Design and Projected Performance of the Westinghouse µSMES Unit

Abstract

The Westinghouse design of a 5 MJ, 2 MW, 2 second discharge µSMES unit is described in this report. The magnet consists of concentric, potted coil modules, each with a support structure designed to limit eddy currents. It operates in a bath of liquid helium. The individual modules are wound with a superconducting Rutherford cable which operates at 1500 amperes in a peak field of 3.5 T. The coil modules are layer wound and potted with the support structure. The magnet is designed so that it will not quench during discharge and the subsequent charge. This performance is calculated by determining the losses due to hysteresis and eddy currents and the resulting temperature rise. The magnet current is compared to the temperature and field dependent critical current to determine that the superconductor has adequate stability margin to prevent a quench. Losses are reduced by using a Rutherford cable and by controlling the interstrand resistance.
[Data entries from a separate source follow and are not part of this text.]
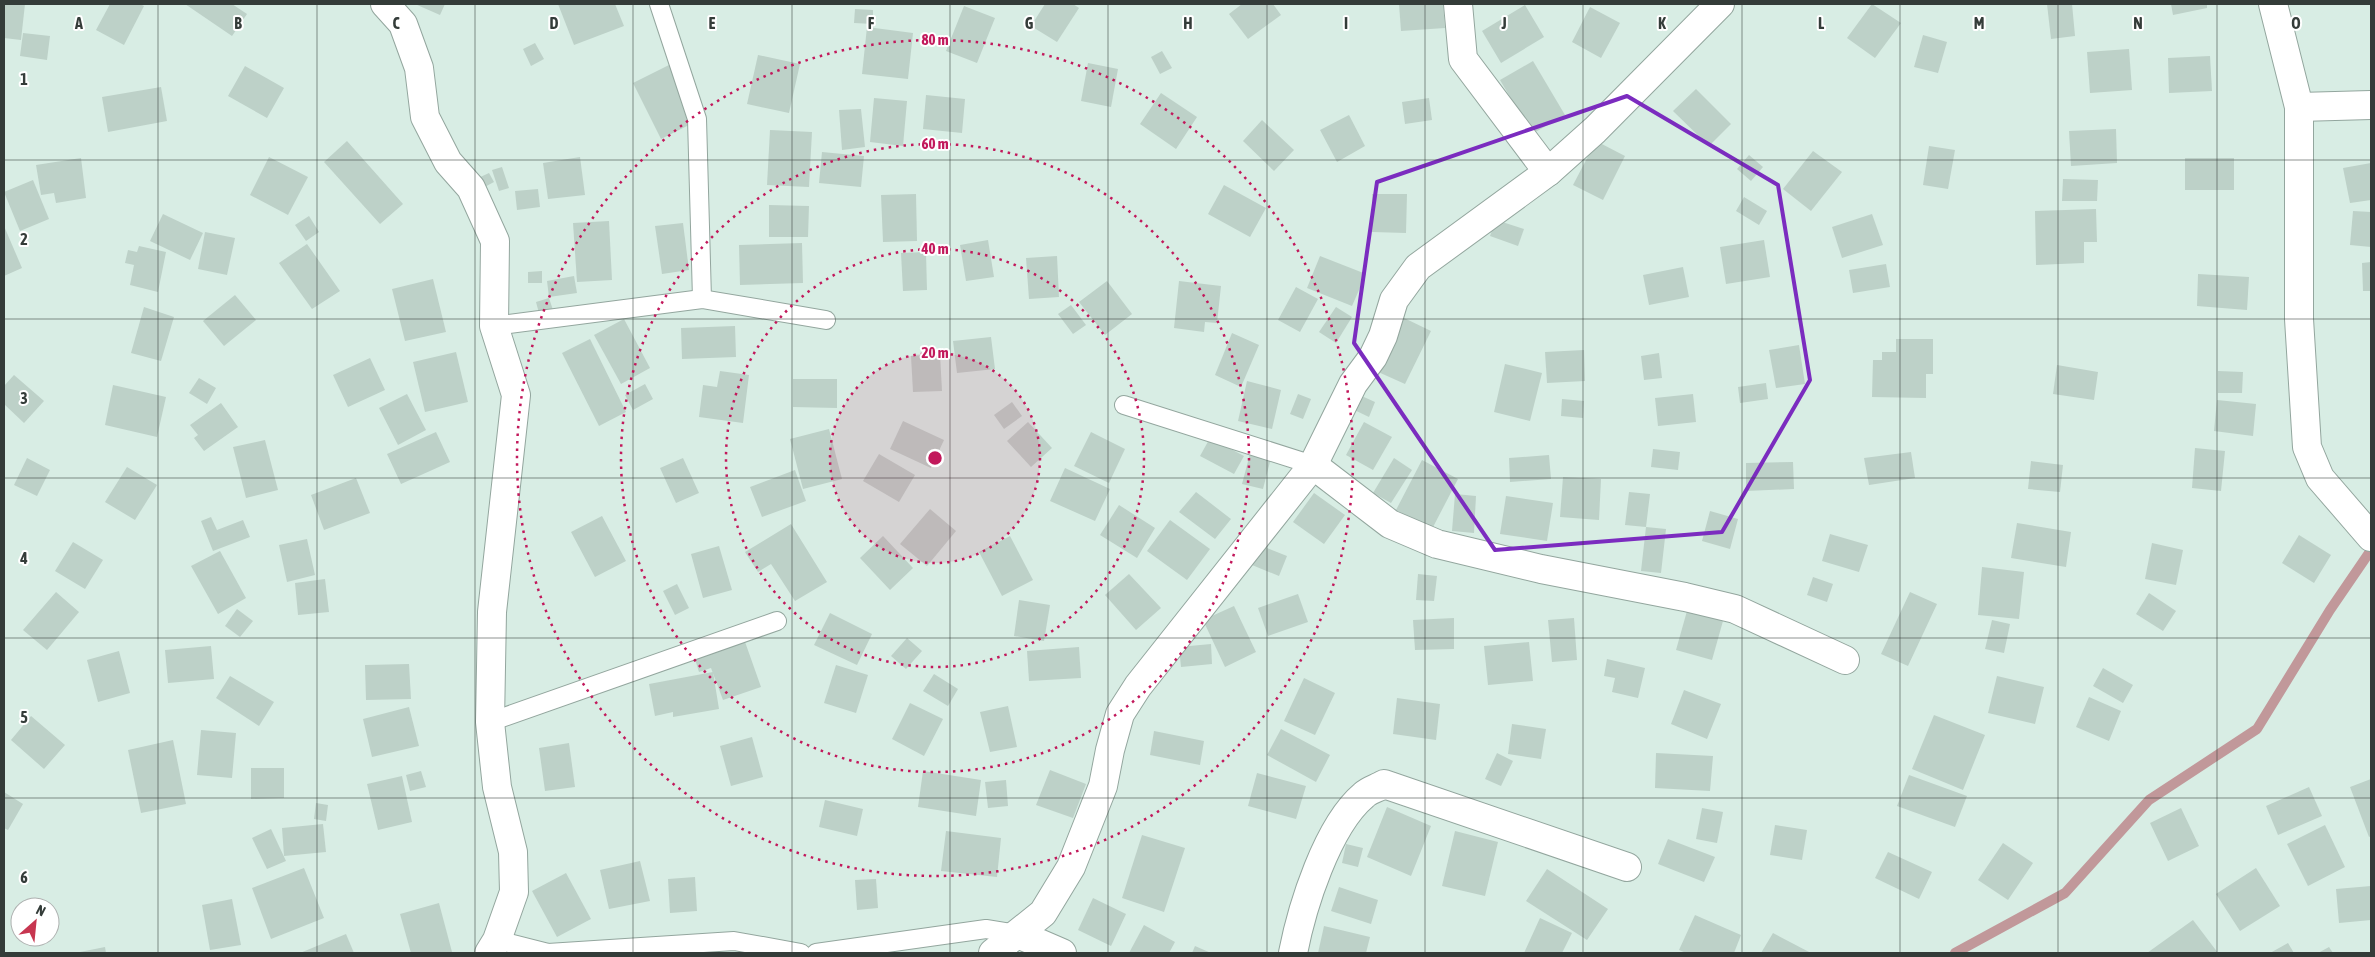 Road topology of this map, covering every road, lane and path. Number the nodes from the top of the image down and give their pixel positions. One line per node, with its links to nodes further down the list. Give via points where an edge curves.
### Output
1 (385, 4): 11 (street, via 403,24 419,68 425,117 448,162 471,188 495,242)
2 (659, 4): 9 (lane, via 697,118)
3 (1458, 4): 8 (street, via 1463,59)
4 (1720, 4): 8 (street, via 1595,130)
5 (2273, 4): 7 (street)
6 (2371, 105): 7 (street)
7 (2299, 107): 14 (street, via 2299,320 2307,447 2320,478)
8 (1548, 172): 13 (street, via 1418,267 1394,300 1373,357 1353,384)
9 (702, 299): 10 (lane); 11 (lane)
10 (826, 320)
11 (494, 326): 17 (street, via 516,395 492,612)
12 (1124, 405): 13 (lane)
13 (1313, 465): 16 (street, via 1390,524 1437,544 1735,609); 19 (street, via 1138,686 1120,714 1103,786 1071,867 1043,913)
14 (2368, 535)
15 (777, 621): 17 (lane)
16 (1845, 660)
17 (490, 722): 20 (street, via 497,787 513,852 514,892)
18 (1627, 867): 25 (street, via 1384,784 1364,794 1335,829 1301,919)
19 (1018, 934): 22 (lane, via 986,929); 23 (street); 24 (street)
20 (493, 947): 21 (lane, via 548,953 734,941)
21 (801, 953)
22 (816, 953)
23 (993, 953)
24 (1062, 953)
25 (1293, 953)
When fully charged, adequate margin ensures superconducting operation of the magnet where the conductor margin is found by comparing the operating point to the critical surface. The quench current and field are determined from the intersection of the magnet load line and the superconductor critical surface. Magnetic field calculations are performed with the finite element code MAFCO, and the superconductor critical surface is defined by an empirical relationship. Although no quenches are expected during normal operation, a quench detection circuit and protection resistor are provided so that the temperature rise, estimated from the MIITS generated at a selected discharge voltage, is small ensuring no magnet damage. Joint design, operation, and margin are also described in this paper.